ASSIGNMENT: Without changing a single word, write out every entry.

(Records drawn from a dataset)
^^^^^^^^^^^^^^^^
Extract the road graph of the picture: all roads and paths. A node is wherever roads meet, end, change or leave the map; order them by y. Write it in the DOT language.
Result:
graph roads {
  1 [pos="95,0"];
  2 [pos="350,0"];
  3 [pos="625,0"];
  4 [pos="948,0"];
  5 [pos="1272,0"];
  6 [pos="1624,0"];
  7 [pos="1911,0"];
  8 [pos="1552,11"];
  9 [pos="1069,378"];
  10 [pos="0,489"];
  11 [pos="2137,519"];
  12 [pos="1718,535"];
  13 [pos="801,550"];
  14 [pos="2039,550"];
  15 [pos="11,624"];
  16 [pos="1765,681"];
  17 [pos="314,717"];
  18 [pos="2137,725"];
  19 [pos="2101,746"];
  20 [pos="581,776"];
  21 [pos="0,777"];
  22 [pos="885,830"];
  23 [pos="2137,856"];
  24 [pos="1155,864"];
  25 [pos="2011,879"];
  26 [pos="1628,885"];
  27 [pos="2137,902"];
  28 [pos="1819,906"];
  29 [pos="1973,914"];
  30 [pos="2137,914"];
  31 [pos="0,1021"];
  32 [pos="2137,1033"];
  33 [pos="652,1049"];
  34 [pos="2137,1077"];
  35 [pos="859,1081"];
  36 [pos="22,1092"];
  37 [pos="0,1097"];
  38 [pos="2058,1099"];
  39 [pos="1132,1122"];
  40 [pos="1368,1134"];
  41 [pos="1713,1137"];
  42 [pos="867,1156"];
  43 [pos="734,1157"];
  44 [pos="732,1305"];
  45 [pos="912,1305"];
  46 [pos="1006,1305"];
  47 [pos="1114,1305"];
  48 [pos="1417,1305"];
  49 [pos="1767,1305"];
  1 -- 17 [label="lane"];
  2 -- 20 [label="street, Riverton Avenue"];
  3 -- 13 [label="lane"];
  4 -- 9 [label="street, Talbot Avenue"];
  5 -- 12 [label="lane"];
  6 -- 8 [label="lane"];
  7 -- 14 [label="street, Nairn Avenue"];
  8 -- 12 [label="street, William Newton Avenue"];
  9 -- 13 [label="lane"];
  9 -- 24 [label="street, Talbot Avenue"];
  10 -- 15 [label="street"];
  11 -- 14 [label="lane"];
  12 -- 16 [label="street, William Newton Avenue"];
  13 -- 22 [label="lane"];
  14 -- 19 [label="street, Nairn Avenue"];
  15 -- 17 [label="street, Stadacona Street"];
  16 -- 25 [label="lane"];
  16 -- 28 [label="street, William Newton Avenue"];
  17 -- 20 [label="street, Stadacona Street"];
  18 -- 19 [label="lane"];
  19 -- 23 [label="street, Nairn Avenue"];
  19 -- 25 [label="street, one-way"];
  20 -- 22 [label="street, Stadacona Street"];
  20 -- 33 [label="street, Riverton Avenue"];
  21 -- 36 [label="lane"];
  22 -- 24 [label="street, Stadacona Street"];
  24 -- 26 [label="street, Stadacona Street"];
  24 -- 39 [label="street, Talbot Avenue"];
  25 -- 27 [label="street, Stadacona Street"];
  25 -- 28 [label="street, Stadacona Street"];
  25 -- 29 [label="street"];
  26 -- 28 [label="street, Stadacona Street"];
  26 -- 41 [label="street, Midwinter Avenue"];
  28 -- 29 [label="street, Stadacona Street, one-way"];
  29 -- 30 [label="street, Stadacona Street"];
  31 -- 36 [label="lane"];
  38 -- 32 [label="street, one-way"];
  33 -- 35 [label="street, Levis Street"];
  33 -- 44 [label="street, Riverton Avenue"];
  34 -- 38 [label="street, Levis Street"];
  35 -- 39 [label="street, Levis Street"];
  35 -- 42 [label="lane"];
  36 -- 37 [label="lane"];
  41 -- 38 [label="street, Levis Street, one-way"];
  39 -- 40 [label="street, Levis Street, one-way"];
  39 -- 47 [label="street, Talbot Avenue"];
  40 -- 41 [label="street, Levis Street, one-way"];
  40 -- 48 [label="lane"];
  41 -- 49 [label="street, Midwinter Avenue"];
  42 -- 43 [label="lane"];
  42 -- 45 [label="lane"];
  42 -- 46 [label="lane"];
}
^^^^^^^^^^^^^^^^
WRITTEN ANSWER:
Extract the road graph of the picture: all roads and paths. A node is wherever roads meet, end, change or leave the map; order them by y. Write it in the DOT language.
Result:
graph roads {
  1 [pos="95,0"];
  2 [pos="350,0"];
  3 [pos="625,0"];
  4 [pos="948,0"];
  5 [pos="1272,0"];
  6 [pos="1624,0"];
  7 [pos="1911,0"];
  8 [pos="1552,11"];
  9 [pos="1069,378"];
  10 [pos="0,489"];
  11 [pos="2137,519"];
  12 [pos="1718,535"];
  13 [pos="801,550"];
  14 [pos="2039,550"];
  15 [pos="11,624"];
  16 [pos="1765,681"];
  17 [pos="314,717"];
  18 [pos="2137,725"];
  19 [pos="2101,746"];
  20 [pos="581,776"];
  21 [pos="0,777"];
  22 [pos="885,830"];
  23 [pos="2137,856"];
  24 [pos="1155,864"];
  25 [pos="2011,879"];
  26 [pos="1628,885"];
  27 [pos="2137,902"];
  28 [pos="1819,906"];
  29 [pos="1973,914"];
  30 [pos="2137,914"];
  31 [pos="0,1021"];
  32 [pos="2137,1033"];
  33 [pos="652,1049"];
  34 [pos="2137,1077"];
  35 [pos="859,1081"];
  36 [pos="22,1092"];
  37 [pos="0,1097"];
  38 [pos="2058,1099"];
  39 [pos="1132,1122"];
  40 [pos="1368,1134"];
  41 [pos="1713,1137"];
  42 [pos="867,1156"];
  43 [pos="734,1157"];
  44 [pos="732,1305"];
  45 [pos="912,1305"];
  46 [pos="1006,1305"];
  47 [pos="1114,1305"];
  48 [pos="1417,1305"];
  49 [pos="1767,1305"];
  1 -- 17 [label="lane"];
  2 -- 20 [label="street, Riverton Avenue"];
  3 -- 13 [label="lane"];
  4 -- 9 [label="street, Talbot Avenue"];
  5 -- 12 [label="lane"];
  6 -- 8 [label="lane"];
  7 -- 14 [label="street, Nairn Avenue"];
  8 -- 12 [label="street, William Newton Avenue"];
  9 -- 13 [label="lane"];
  9 -- 24 [label="street, Talbot Avenue"];
  10 -- 15 [label="street"];
  11 -- 14 [label="lane"];
  12 -- 16 [label="street, William Newton Avenue"];
  13 -- 22 [label="lane"];
  14 -- 19 [label="street, Nairn Avenue"];
  15 -- 17 [label="street, Stadacona Street"];
  16 -- 25 [label="lane"];
  16 -- 28 [label="street, William Newton Avenue"];
  17 -- 20 [label="street, Stadacona Street"];
  18 -- 19 [label="lane"];
  19 -- 23 [label="street, Nairn Avenue"];
  19 -- 25 [label="street, one-way"];
  20 -- 22 [label="street, Stadacona Street"];
  20 -- 33 [label="street, Riverton Avenue"];
  21 -- 36 [label="lane"];
  22 -- 24 [label="street, Stadacona Street"];
  24 -- 26 [label="street, Stadacona Street"];
  24 -- 39 [label="street, Talbot Avenue"];
  25 -- 27 [label="street, Stadacona Street"];
  25 -- 28 [label="street, Stadacona Street"];
  25 -- 29 [label="street"];
  26 -- 28 [label="street, Stadacona Street"];
  26 -- 41 [label="street, Midwinter Avenue"];
  28 -- 29 [label="street, Stadacona Street, one-way"];
  29 -- 30 [label="street, Stadacona Street"];
  31 -- 36 [label="lane"];
  38 -- 32 [label="street, one-way"];
  33 -- 35 [label="street, Levis Street"];
  33 -- 44 [label="street, Riverton Avenue"];
  34 -- 38 [label="street, Levis Street"];
  35 -- 39 [label="street, Levis Street"];
  35 -- 42 [label="lane"];
  36 -- 37 [label="lane"];
  41 -- 38 [label="street, Levis Street, one-way"];
  39 -- 40 [label="street, Levis Street, one-way"];
  39 -- 47 [label="street, Talbot Avenue"];
  40 -- 41 [label="street, Levis Street, one-way"];
  40 -- 48 [label="lane"];
  41 -- 49 [label="street, Midwinter Avenue"];
  42 -- 43 [label="lane"];
  42 -- 45 [label="lane"];
  42 -- 46 [label="lane"];
}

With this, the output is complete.